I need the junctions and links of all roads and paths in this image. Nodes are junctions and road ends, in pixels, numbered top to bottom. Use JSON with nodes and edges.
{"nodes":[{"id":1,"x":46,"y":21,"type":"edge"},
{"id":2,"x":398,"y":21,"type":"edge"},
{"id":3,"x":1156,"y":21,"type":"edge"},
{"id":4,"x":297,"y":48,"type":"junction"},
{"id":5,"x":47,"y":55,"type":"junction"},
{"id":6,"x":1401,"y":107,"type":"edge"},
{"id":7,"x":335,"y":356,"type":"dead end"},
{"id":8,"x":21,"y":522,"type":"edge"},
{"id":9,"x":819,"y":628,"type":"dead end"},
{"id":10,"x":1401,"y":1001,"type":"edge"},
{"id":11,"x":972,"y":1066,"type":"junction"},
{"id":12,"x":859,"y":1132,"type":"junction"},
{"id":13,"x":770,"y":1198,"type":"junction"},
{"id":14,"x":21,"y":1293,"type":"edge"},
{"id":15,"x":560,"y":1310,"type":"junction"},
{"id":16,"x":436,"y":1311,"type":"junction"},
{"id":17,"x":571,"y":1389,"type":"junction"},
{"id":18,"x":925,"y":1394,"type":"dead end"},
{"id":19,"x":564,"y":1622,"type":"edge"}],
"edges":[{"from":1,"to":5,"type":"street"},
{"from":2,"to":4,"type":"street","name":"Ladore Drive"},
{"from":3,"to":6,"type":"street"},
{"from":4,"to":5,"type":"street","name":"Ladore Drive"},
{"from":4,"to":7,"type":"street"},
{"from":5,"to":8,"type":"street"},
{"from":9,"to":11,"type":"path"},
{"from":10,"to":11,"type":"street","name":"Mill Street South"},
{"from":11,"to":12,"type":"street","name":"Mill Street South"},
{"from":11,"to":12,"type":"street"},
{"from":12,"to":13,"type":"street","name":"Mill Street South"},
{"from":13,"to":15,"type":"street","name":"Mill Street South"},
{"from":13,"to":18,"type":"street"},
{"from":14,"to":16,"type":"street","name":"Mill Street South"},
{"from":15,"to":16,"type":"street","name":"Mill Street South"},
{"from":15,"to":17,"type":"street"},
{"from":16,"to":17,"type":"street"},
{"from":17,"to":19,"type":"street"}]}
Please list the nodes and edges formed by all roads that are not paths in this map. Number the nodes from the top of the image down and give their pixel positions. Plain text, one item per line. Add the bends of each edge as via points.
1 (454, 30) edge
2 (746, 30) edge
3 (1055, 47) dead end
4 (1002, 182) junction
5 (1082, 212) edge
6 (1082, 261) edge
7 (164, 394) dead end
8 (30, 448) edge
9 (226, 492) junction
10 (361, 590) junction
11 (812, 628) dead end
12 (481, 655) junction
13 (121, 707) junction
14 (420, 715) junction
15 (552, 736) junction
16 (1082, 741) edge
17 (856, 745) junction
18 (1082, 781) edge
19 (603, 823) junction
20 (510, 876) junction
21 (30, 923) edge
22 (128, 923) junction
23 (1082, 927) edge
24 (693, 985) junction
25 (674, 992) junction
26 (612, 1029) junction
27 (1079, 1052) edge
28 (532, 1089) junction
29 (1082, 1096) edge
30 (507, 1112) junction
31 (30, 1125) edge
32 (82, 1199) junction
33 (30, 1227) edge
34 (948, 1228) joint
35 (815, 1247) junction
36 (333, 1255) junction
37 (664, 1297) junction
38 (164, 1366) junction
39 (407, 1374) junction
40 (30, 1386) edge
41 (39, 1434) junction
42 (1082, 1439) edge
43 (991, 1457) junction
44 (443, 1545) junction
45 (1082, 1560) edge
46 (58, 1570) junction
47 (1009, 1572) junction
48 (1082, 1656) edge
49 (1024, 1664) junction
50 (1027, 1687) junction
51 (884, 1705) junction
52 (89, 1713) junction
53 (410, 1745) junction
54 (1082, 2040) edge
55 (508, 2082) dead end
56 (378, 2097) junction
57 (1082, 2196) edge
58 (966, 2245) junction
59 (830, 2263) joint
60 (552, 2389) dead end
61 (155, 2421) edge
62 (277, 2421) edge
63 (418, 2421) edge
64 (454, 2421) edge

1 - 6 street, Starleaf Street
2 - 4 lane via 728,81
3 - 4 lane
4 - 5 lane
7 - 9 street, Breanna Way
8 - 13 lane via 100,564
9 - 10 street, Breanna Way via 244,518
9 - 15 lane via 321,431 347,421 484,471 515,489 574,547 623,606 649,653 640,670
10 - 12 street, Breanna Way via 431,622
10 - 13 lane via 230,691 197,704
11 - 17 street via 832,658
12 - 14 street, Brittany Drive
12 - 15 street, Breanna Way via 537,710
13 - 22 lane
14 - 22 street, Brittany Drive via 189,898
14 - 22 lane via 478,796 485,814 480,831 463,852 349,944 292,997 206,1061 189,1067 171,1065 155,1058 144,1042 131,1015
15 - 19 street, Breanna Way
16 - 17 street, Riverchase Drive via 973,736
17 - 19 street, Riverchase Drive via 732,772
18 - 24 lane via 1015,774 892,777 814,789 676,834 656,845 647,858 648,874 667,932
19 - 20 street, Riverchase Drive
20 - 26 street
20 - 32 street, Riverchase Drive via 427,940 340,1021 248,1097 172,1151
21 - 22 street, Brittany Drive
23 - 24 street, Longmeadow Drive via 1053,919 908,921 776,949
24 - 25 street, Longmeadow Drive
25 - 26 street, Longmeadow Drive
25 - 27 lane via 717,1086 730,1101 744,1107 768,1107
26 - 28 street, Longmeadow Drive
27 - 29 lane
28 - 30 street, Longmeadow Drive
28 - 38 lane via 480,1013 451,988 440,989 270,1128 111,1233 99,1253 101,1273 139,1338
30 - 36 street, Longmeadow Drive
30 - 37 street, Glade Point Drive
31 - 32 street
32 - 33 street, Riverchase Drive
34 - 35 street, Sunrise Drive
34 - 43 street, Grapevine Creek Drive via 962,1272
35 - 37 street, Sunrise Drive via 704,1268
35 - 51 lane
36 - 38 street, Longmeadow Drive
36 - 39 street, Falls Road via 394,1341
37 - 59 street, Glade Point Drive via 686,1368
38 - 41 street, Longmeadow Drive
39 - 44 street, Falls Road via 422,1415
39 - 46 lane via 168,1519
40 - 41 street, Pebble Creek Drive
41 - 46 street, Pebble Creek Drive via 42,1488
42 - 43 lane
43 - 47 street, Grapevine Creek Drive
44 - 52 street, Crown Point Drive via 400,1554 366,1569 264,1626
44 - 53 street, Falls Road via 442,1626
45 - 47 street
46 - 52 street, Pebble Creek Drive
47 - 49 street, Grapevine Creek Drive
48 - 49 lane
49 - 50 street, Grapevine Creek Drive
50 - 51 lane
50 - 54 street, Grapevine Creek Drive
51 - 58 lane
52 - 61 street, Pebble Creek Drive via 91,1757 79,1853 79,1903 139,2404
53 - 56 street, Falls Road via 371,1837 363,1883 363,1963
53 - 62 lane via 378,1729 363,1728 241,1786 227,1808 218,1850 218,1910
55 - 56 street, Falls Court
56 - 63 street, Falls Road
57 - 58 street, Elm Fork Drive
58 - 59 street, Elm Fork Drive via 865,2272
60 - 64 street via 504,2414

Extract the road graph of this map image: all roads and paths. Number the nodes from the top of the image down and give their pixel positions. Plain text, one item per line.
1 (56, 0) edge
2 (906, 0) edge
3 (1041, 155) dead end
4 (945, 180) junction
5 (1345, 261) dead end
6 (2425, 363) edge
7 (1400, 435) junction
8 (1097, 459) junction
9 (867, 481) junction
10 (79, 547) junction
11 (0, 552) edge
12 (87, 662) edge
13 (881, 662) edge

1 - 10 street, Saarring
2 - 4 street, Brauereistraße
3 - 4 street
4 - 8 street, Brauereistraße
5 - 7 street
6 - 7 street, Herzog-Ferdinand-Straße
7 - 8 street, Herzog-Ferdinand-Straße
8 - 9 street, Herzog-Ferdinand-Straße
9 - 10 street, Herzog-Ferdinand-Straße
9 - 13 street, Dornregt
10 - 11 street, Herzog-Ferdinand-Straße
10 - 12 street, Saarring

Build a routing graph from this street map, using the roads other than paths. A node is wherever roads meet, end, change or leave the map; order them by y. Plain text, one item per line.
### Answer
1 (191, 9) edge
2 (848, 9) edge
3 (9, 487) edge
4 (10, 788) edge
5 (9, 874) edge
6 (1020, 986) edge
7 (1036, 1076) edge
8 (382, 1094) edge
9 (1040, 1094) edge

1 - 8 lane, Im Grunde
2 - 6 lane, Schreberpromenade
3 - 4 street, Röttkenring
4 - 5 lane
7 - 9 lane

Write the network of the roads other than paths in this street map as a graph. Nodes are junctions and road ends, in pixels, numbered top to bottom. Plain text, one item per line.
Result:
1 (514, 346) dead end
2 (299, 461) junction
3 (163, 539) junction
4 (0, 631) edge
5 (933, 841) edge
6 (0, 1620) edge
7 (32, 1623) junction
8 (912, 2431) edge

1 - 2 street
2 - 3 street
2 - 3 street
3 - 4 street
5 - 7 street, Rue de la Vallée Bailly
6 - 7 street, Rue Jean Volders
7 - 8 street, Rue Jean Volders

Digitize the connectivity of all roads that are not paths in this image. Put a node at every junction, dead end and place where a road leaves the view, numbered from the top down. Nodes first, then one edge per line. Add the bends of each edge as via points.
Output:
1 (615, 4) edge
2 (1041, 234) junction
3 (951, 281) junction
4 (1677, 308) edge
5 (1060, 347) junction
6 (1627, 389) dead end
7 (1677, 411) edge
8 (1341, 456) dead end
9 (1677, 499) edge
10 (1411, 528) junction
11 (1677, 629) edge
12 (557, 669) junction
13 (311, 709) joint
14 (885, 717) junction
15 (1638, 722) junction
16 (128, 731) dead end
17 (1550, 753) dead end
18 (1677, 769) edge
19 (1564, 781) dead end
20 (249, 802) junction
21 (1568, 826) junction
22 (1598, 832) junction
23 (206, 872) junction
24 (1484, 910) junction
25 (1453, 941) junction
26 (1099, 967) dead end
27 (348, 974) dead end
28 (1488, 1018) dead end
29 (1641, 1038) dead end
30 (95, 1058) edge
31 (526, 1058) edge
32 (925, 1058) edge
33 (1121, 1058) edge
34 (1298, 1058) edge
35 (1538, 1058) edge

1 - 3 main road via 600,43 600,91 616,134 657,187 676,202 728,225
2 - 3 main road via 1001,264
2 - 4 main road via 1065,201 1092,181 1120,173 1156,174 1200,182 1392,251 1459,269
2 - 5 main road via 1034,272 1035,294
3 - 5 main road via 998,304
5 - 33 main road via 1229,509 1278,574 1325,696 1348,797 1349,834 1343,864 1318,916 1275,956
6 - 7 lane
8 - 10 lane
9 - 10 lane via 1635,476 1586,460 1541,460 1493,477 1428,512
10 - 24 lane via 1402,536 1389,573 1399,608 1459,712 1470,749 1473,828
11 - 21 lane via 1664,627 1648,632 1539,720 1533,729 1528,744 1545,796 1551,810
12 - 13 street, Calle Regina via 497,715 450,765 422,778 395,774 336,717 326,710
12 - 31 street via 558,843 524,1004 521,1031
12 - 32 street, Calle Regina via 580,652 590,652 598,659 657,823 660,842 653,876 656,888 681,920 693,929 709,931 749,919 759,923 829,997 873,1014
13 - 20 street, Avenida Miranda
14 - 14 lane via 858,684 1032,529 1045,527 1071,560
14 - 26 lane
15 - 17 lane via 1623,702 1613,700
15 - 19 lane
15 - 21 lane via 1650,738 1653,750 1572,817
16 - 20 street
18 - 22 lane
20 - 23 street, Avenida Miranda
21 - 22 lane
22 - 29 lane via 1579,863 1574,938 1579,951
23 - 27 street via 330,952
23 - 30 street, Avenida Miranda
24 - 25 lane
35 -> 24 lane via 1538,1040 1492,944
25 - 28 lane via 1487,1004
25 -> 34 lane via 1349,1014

__________

Show every line of the listing in which the string "Brauereistraße" can be found.

**RESPONSE BOX:**
2 - 4 street, Brauereistraße
4 - 8 street, Brauereistraße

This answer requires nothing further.